18. Bölüm

1K 41 11
                                    

Medya: Basak ve Duru'nun giydikleri

*******

Başağa bazen şaşıyorum. 10 tane alarm kurmasına rağmen hala uyanmadı. Ben her ne kadar uykusuna düşkün bir kız olsam da alarm sesini duyduğum an uyanıyorum.

"Basak kalk artık hadi."
"Ya of kalkmıycam ya zorlama." dedi uykusunda konuşuyor gibiydi. Tamam zaten uykusunda konusuyo.
"Başak kalk abin Murat Alacayı dövmeye gitti." diye heyecanlı heyecanlı bağırdığımda anında gözlerini açtı.
"Ne diyorsun kızım. Durdursaydın ya." dediğimde kahkahayı bastım tabi.
"Uyan diye yaptım. Kalk hadi kahvaltı hazırladım. Yiyelim Deniz için alışverişe çıkacağız." dedim ve odanın kapısını kapatıp çıktım. Arkada oflayan Başağın sesini hala duyuyorum. Merdivenlerden ağır ağır inerken sert ve soğuk bir şeyle karşı karşıya gelince bir anda durdum. Basımı kaldırdığımda üstsüz bir Bulutla karşılaştım.

"Bu kadar çabuk uyanmanıza şaşırdım. Saat daha 10." dedi soğuk bir sesle ve yanımdan geçip gitti. Bazen Bulut'un çift kişilikli olduğunu falan düşünmüyor değilim. Bazen çok iyi davranıyor bazen de soğuk. Basakla kardeş olmalarına şaşırıyorum. Basak cok tatlı ve sosyal bir kız. Ama Bulut tam tersi hic sosyal olmayan katı biri ama yakışıklı. Neyse. Acaba annesi ve babası nasıldır.

"Abi üzerine bir şey giy." Başak günlük haline dönmüş ve abisine çemkirmeye başlamıştı. Çok geçmeden merdivenlerde göründü.

"Tamam hadi kahvaltımızı yapalım. Sonra sana göre gardolabımdan kıyafetler ayarlayıp çıkarız."

"Kıyafete ne gerek var. Evim yan taraf gider giyinir gelirim."

"Bugün değişiklik yapmış olursun. Gardolabım biraz siyahtır ama sana göre bir şeyler buluruz." dedi ve mutfağa girdi. İnatçı kız. Ben simdi karşı çıksam beni ikna edecek. O yüzden onunla inatlaşmıyorum.

*******
Başak gardolabını açtığından beridir Böyle bir dolap nasıl olur diye düşünüyorum. Resmen dediği kadar siyah bir dolap. Renkli kıyafet bulmak için derinden arama yapmak lazım.

"İste buldum. Tam senlik." yarım saatlik bir aramadan sonra sonunda aradığını bulmuştu. Elinde askılı siyah bir etek ve beyaz bir tişört vardı.

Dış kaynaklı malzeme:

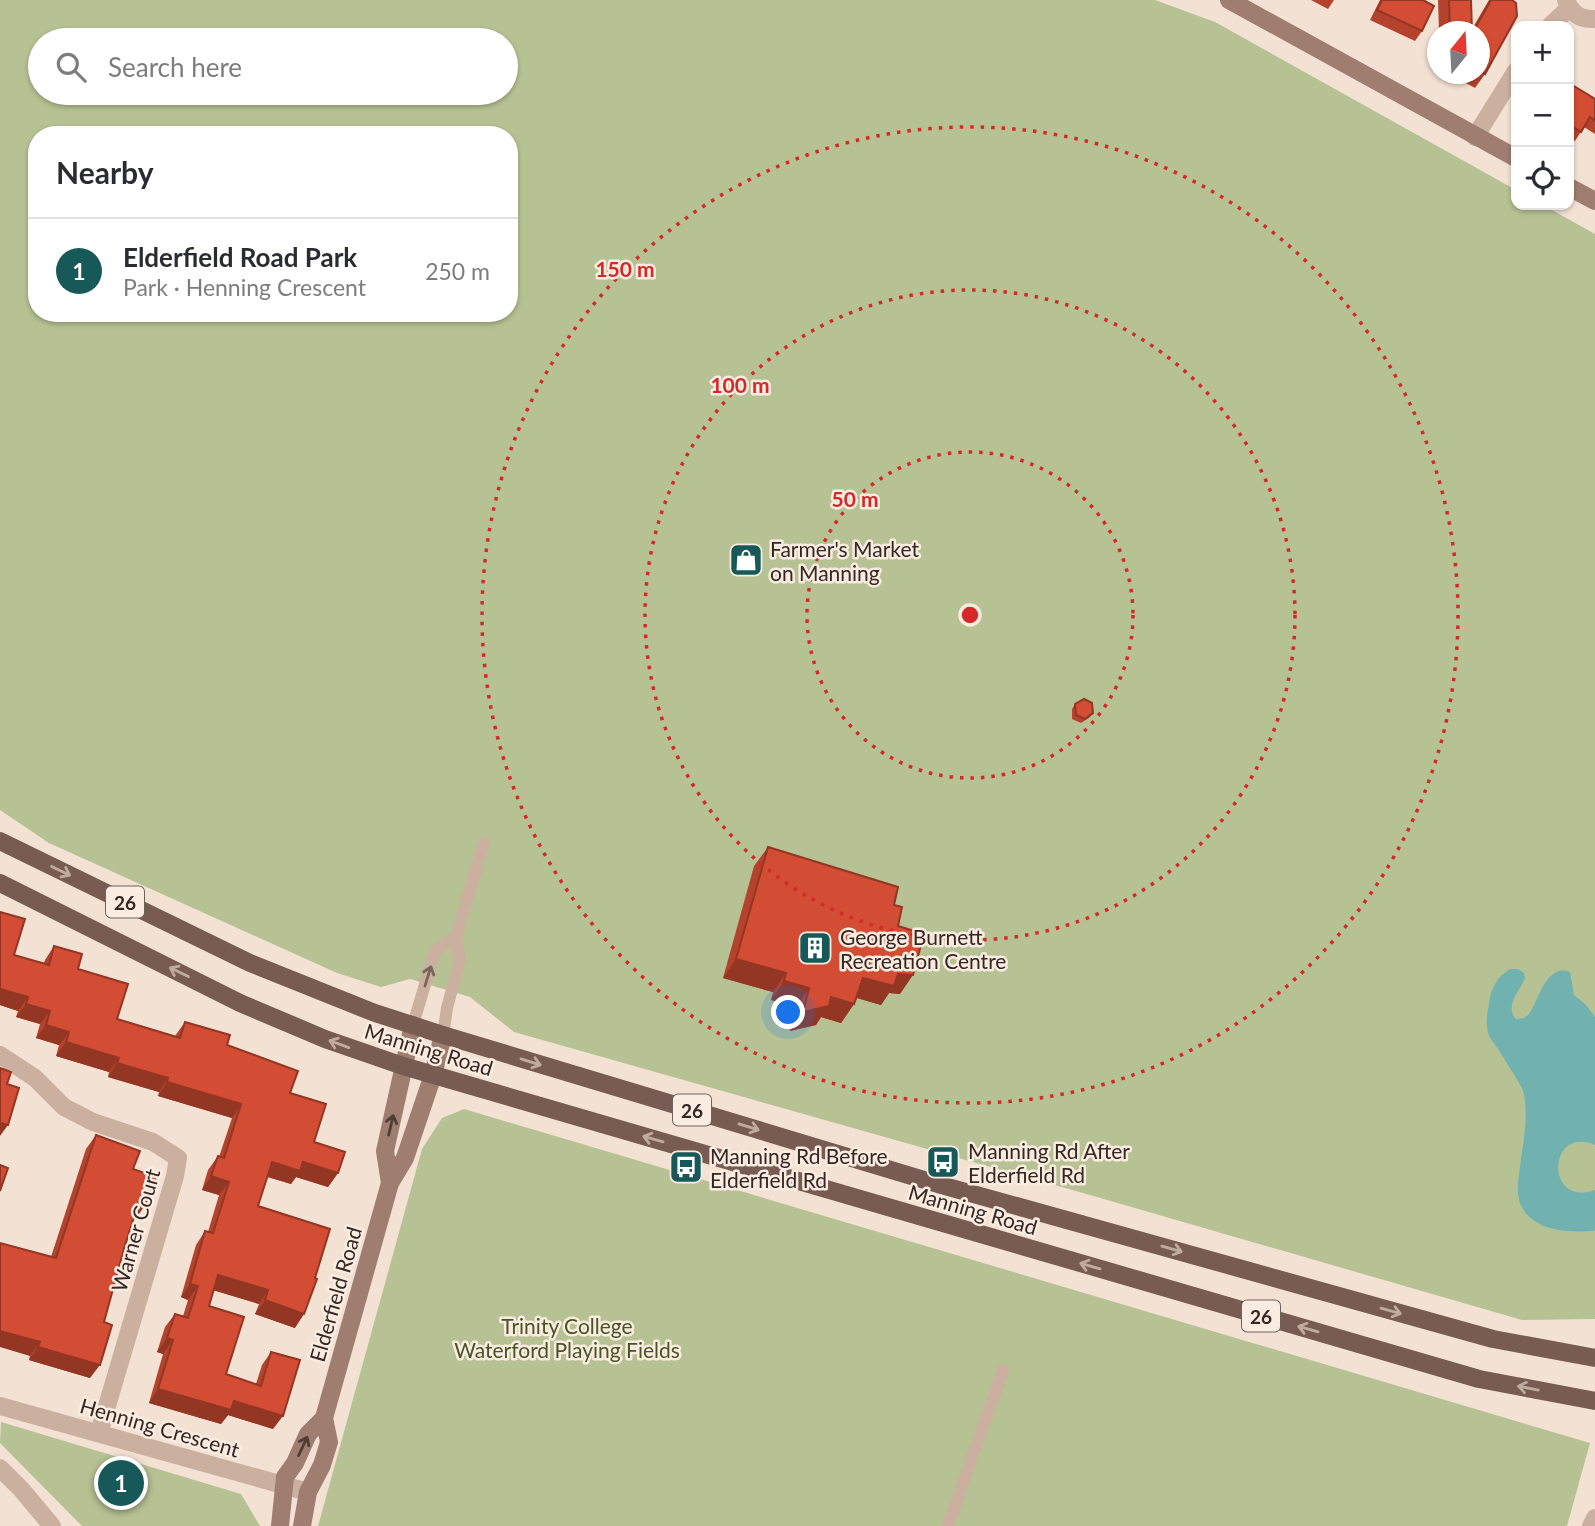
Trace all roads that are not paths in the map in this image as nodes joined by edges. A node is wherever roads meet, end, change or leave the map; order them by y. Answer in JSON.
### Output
{"nodes":[{"id":1,"x":1229,"y":0,"type":"edge"},
{"id":2,"x":1567,"y":4,"type":"edge"},
{"id":3,"x":1595,"y":19,"type":"edge"},
{"id":4,"x":1554,"y":21,"type":"edge"},
{"id":5,"x":1511,"y":79,"type":"edge"},
{"id":6,"x":1475,"y":137,"type":"junction"},
{"id":7,"x":1511,"y":156,"type":"edge"},
{"id":8,"x":1574,"y":190,"type":"edge"},
{"id":9,"x":1595,"y":201,"type":"edge"},
{"id":10,"x":0,"y":841,"type":"edge"},
{"id":11,"x":484,"y":843,"type":"dead end"},
{"id":12,"x":0,"y":883,"type":"edge"},
{"id":13,"x":456,"y":937,"type":"junction"},
{"id":14,"x":413,"y":1025,"type":"junction"},
{"id":15,"x":443,"y":1035,"type":"junction"},
{"id":16,"x":0,"y":1055,"type":"edge"},
{"id":17,"x":403,"y":1066,"type":"junction"},
{"id":18,"x":433,"y":1074,"type":"junction"},
{"id":19,"x":390,"y":1183,"type":"junction"},
{"id":20,"x":1595,"y":1358,"type":"edge"},
{"id":21,"x":1003,"y":1370,"type":"dead end"},
{"id":22,"x":1595,"y":1401,"type":"edge"},
{"id":23,"x":0,"y":1406,"type":"edge"},
{"id":24,"x":324,"y":1418,"type":"junction"},
{"id":25,"x":99,"y":1433,"type":"junction"},
{"id":26,"x":0,"y":1468,"type":"edge"},
{"id":27,"x":284,"y":1486,"type":"junction"},
{"id":28,"x":308,"y":1492,"type":"junction"},
{"id":29,"x":1595,"y":1518,"type":"edge"},
{"id":30,"x":52,"y":1526,"type":"edge"},
{"id":31,"x":280,"y":1526,"type":"edge"},
{"id":32,"x":302,"y":1526,"type":"edge"},
{"id":33,"x":947,"y":1526,"type":"edge"},
{"id":34,"x":1591,"y":1526,"type":"edge"}],
"edges":[{"from":1,"to":6,"type":"street"},
{"from":2,"to":3,"type":"street"},
{"from":2,"to":4,"type":"street"},
{"from":5,"to":6,"type":"street"},
{"from":6,"to":7,"type":"street"},
{"from":8,"to":9,"type":"street"},
{"from":10,"to":14,"type":"main road","name":"Manning Road","number":"26","one_way":true},
{"from":11,"to":13,"type":"lane"},
{"from":17,"to":12,"type":"main road","name":"Manning Road","number":"26","one_way":true},
{"from":14,"to":13,"type":"lane","one_way":true},
{"from":13,"to":15,"type":"lane"},
{"from":14,"to":15,"type":"main road","name":"Manning Road","number":"26"},
{"from":14,"to":17,"type":"street","name":"Elderfield Road"},
{"from":15,"to":18,"type":"street","name":"Elderfield Road"},
{"from":15,"to":20,"type":"main road","name":"Manning Road","number":"26","one_way":true},
{"from":16,"to":25,"type":"street","name":"Warner Court"},
{"from":17,"to":18,"type":"main road","name":"Manning Road","number":"26"},
{"from":19,"to":17,"type":"street","name":"Elderfield Road","one_way":true},
{"from":18,"to":19,"type":"street","name":"Elderfield Road"},
{"from":22,"to":18,"type":"main road","name":"Manning Road","number":"26","one_way":true},
{"from":19,"to":24,"type":"street","name":"Elderfield Road"},
{"from":21,"to":33,"type":"lane"},
{"from":23,"to":25,"type":"street","name":"Henning Crescent"},
{"from":27,"to":24,"type":"street","name":"Elderfield Road","one_way":true},
{"from":24,"to":28,"type":"street","name":"Elderfield Road"},
{"from":25,"to":27,"type":"street","name":"Henning Crescent"},
{"from":26,"to":30,"type":"street"},
{"from":27,"to":28,"type":"street","name":"Henning Crescent"},
{"from":27,"to":31,"type":"street","name":"Elderfield Road"},
{"from":28,"to":32,"type":"street","name":"Elderfield Road"},
{"from":29,"to":34,"type":"street"}]}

"Çok yakışacak. Hemen kendime de bir şeyler ayarlıyayım. Sen de bu arada bunları giy." dedi ve elbiseleri elime tutuşturdu. Odasındaki banyoya girip uzerimdeki kıyafetleri çıkardım ve Başağın verdiklerini giymeye başladım. Aniden gözüm aynaya ilişti. Önüne geçip kendime baktım. Uff bu ne taşlık güzelim. Şahsen kendim olsam kendime yürürdüm. Şahsen Başağın dolabından böyle bir parçanın çıkması beni şaşırtmıştı. Büyük ihtimalle bunu çok az giyebilmişti. Çünkü başında Bulut gibi bir abi var.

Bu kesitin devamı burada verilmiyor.